The Tca2 gag-pol junction region contains a novel promoter activity. The SV40 promoter that directs expression of the lacZ-luc translational fusion in the pAC98 vector was deleted in a series of Tca2 gag-pol junction constructs to determine if the Tca2 gag-pol junction region contained a promoter activity. Panel A portrays the specific luciferase expression level in cells transformed with (i) the control parental vector pFB3 lacking an SV40 promoter and any Tca2 sequence (ii) SV40 promoter deletion constructs containing stop (TGA) and sense (TGT) variants of the Tca2 junction region (pFB1 and pFB2 respectively). The SV40 promoter that directs expression of the lacZ-luc translational fusion in the pAC98 vector was replaced with the strong S. cerevisiae TEF1 promoter to determine the extent of any gag stop codon readthrough.

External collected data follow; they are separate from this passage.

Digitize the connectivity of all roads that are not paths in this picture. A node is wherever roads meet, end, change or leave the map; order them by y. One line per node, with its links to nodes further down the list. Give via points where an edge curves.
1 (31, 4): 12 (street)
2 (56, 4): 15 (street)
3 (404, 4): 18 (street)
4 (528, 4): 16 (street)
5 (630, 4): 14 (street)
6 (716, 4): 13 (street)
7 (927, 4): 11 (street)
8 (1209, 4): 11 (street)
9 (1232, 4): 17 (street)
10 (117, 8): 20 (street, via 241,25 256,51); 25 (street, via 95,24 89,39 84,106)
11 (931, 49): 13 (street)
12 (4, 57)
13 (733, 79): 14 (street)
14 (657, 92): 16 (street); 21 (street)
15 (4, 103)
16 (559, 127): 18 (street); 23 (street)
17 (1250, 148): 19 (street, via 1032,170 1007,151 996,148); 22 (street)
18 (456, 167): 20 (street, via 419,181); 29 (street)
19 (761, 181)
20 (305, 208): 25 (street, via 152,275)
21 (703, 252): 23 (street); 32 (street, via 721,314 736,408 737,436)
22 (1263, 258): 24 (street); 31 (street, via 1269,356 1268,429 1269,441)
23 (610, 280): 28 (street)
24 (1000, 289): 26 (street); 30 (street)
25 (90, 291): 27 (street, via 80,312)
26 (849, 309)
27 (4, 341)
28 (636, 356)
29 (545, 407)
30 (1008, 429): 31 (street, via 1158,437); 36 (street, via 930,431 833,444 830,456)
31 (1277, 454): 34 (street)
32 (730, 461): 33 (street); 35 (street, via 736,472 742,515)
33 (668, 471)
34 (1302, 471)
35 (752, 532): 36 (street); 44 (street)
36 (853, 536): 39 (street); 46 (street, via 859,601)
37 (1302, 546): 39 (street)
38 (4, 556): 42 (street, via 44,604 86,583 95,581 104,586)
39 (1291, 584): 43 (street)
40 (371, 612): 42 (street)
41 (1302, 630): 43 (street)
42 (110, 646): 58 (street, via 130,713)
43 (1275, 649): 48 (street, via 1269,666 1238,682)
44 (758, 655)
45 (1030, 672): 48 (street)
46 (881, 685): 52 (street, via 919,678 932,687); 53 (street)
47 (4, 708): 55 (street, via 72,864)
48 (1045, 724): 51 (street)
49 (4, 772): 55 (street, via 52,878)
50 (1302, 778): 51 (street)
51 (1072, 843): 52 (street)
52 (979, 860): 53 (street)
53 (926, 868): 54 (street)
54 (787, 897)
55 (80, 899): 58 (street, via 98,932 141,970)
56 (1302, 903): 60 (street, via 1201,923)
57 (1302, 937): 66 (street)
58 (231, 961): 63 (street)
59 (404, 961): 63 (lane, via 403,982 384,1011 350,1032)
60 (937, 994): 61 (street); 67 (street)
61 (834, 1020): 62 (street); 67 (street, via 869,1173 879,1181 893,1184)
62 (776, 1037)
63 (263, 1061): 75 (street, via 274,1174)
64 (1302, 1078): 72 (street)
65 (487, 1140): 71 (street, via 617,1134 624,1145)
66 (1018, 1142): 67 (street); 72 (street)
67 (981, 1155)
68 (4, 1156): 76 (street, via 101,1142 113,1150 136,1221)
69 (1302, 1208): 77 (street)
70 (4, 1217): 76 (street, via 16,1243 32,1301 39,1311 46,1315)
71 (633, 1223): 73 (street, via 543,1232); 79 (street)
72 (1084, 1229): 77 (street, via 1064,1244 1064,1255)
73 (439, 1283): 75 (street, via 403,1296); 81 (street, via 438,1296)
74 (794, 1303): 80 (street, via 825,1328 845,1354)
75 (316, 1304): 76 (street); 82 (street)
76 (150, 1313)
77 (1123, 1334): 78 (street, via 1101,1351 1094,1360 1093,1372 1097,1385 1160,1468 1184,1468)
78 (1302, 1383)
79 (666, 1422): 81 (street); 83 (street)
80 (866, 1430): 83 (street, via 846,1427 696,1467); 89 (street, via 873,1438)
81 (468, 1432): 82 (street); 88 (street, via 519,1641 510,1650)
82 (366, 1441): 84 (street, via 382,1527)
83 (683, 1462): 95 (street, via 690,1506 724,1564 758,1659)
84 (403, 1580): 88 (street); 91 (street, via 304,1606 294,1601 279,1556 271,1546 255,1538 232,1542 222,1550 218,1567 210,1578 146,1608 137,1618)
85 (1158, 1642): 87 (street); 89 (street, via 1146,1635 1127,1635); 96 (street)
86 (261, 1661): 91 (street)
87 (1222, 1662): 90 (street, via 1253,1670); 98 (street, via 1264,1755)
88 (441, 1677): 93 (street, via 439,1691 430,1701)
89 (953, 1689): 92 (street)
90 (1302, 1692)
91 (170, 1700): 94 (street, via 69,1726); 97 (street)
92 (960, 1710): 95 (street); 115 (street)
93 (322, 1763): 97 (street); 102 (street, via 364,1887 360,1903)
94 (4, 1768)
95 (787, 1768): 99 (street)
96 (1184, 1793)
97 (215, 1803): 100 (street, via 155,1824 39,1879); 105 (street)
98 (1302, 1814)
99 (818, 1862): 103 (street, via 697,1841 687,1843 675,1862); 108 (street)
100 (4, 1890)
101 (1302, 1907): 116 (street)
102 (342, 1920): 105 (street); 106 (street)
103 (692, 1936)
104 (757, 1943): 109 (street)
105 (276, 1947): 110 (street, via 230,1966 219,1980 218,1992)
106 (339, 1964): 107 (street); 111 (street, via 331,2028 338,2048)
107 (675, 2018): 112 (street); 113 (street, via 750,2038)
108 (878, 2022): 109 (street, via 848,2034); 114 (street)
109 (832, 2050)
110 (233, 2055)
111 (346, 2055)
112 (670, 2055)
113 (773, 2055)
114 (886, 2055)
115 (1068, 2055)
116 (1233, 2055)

Panel B: the bar chart shows the normalised level of downstream luc gene expression in cells transformed with (i) the parental vector pAC98-TEF (control lacZ-luc) (ii) a construct containing a TAA stop codon in a good termination context at the 3' end of the lacZ ORF (pUAA-TEF) (iii) constructs containing stop (TGA; pJB1-TEF) and sense (TGT; pJB2-TEF) variants of the full-length Tca2 junction region (nt. 826–1131; Figure 1) (iv) a construct containing stop (TGA; pGRE1-TEF) and sense (TGT; pGRE2-TEF) variants of the Tca2 junction region with a partial 3' deletion. Bars represent means of independent transformants +/- 1 standard deviation (n = 3). Constructs are depicted schematically in panel C.